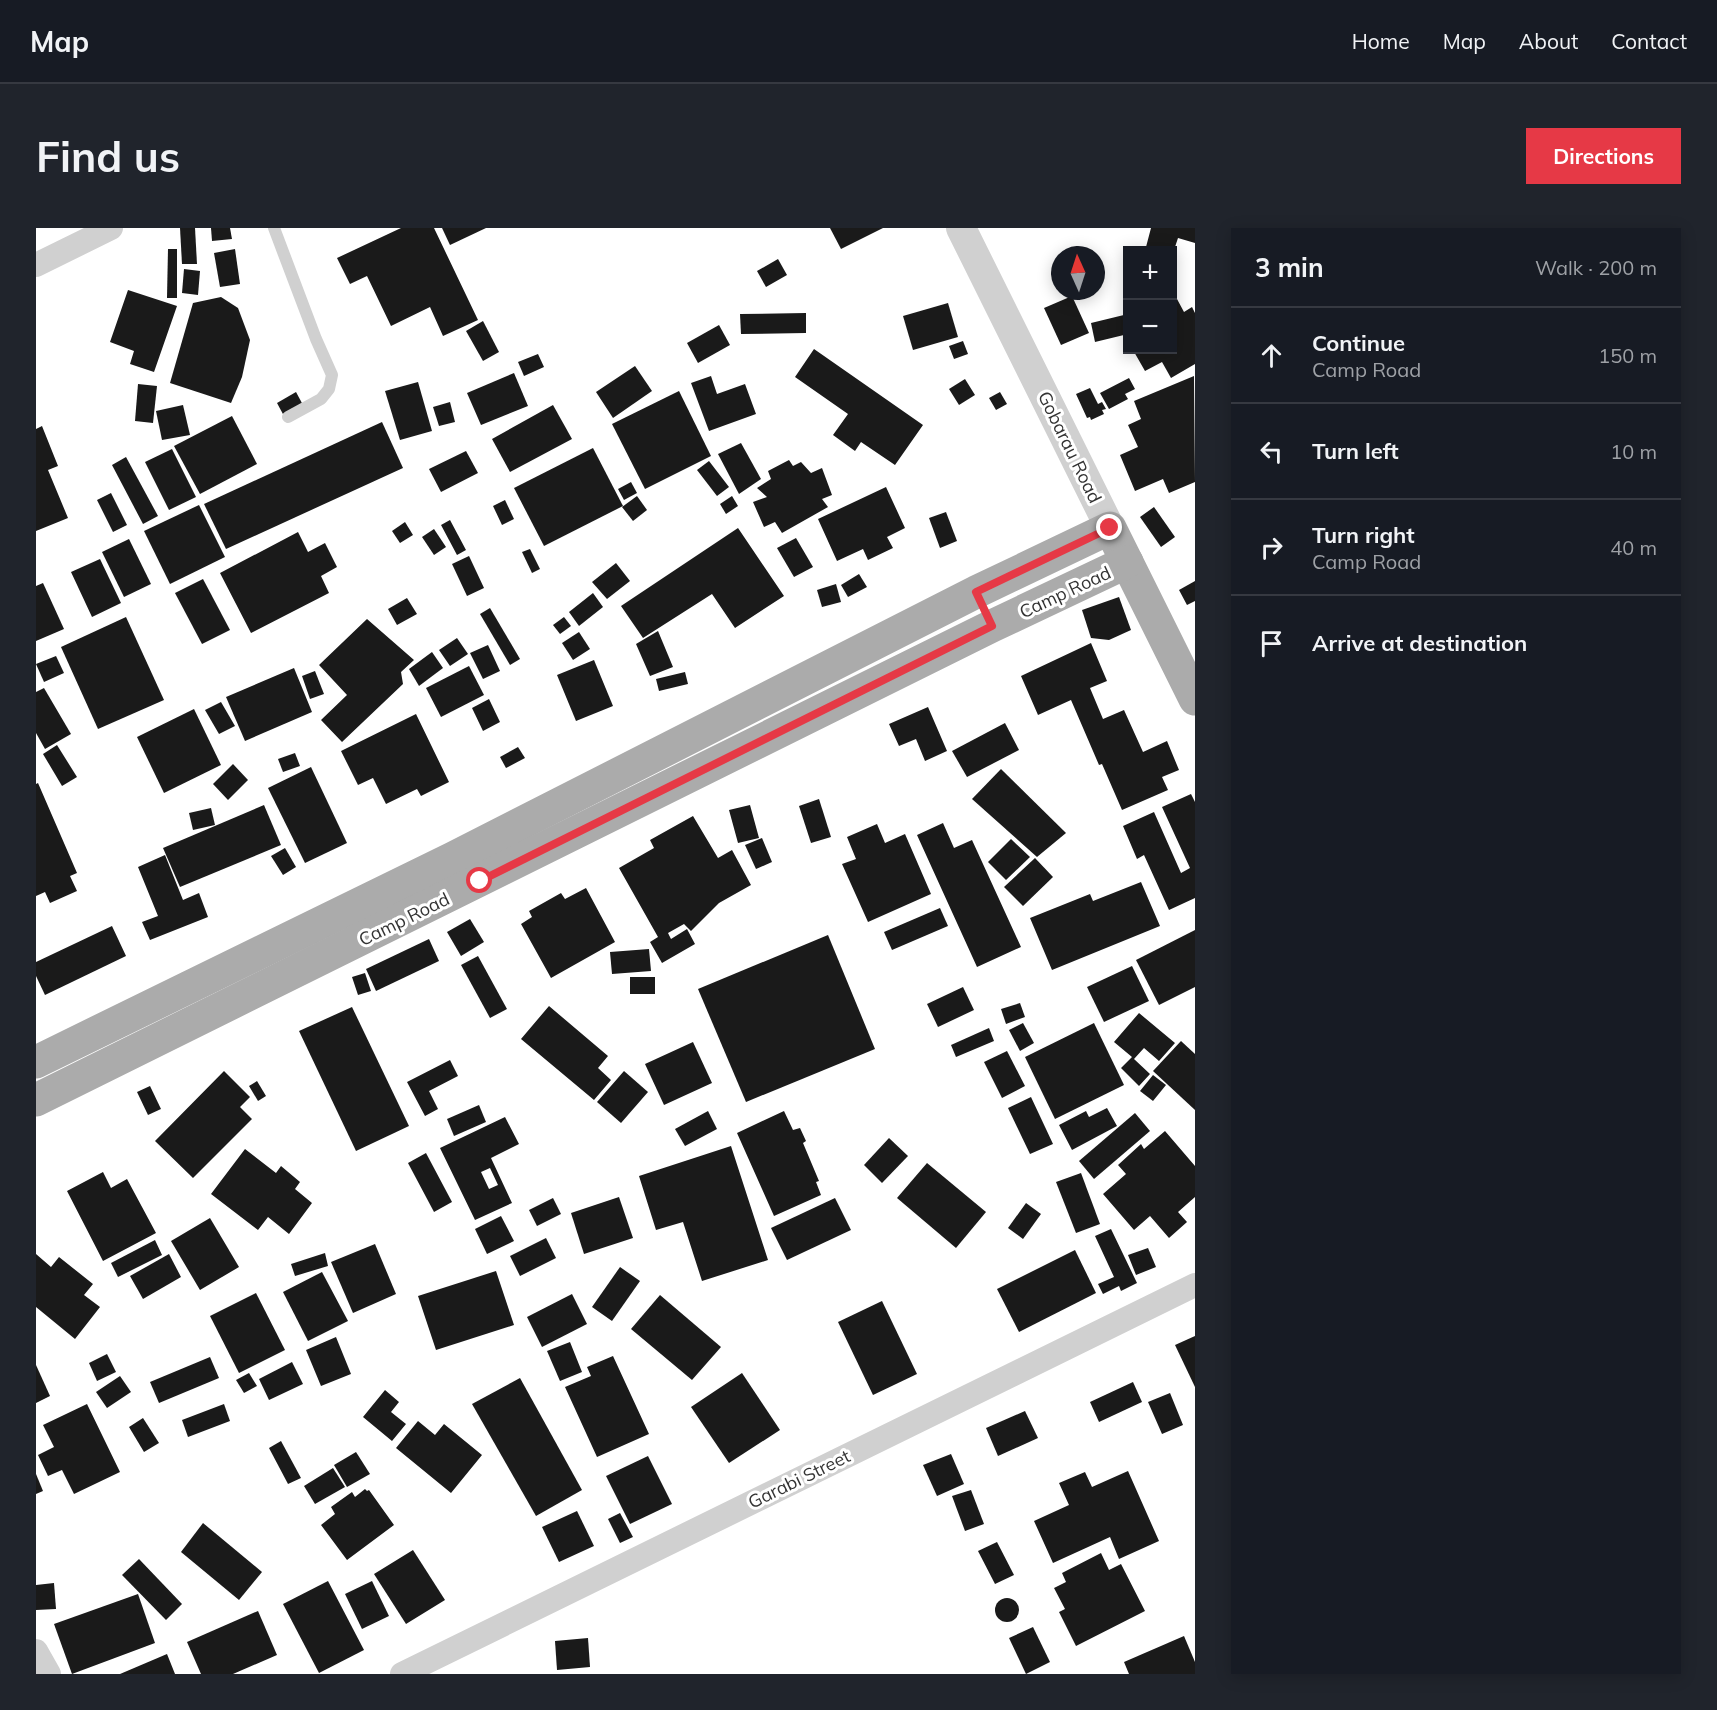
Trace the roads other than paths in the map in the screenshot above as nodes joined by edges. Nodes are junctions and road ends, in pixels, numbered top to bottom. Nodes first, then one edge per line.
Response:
1 (111, 228) edge
2 (274, 228) edge
3 (961, 228) edge
4 (36, 265) edge
5 (288, 417) dead end
6 (1110, 528) junction
7 (1127, 562) junction
8 (976, 592) junction
9 (992, 626) junction
10 (1195, 699) edge
11 (36, 1062) edge
12 (36, 1100) edge
13 (1195, 1285) edge
14 (36, 1651) edge
15 (49, 1674) edge
16 (402, 1674) edge

1 - 4 street
2 - 5 lane
3 - 6 street, Gobarau Road
6 - 7 main road, Gobarau Road
6 - 8 main road, Camp Road
7 - 9 main road, Camp Road
7 - 10 main road, Gobarau Road
8 - 9 main road
8 - 11 main road, Camp Road
9 - 12 main road, Camp Road
13 - 16 street, Garabi Street
14 - 15 street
# # # # #
Required work:
Without including any pictures, repeat the records above exactly.

The answer:
Trace the roads other than paths in the map in the screenshot above as nodes joined by edges. Nodes are junctions and road ends, in pixels, numbered top to bottom. Nodes first, then one edge per line.
Response:
1 (111, 228) edge
2 (274, 228) edge
3 (961, 228) edge
4 (36, 265) edge
5 (288, 417) dead end
6 (1110, 528) junction
7 (1127, 562) junction
8 (976, 592) junction
9 (992, 626) junction
10 (1195, 699) edge
11 (36, 1062) edge
12 (36, 1100) edge
13 (1195, 1285) edge
14 (36, 1651) edge
15 (49, 1674) edge
16 (402, 1674) edge

1 - 4 street
2 - 5 lane
3 - 6 street, Gobarau Road
6 - 7 main road, Gobarau Road
6 - 8 main road, Camp Road
7 - 9 main road, Camp Road
7 - 10 main road, Gobarau Road
8 - 9 main road
8 - 11 main road, Camp Road
9 - 12 main road, Camp Road
13 - 16 street, Garabi Street
14 - 15 street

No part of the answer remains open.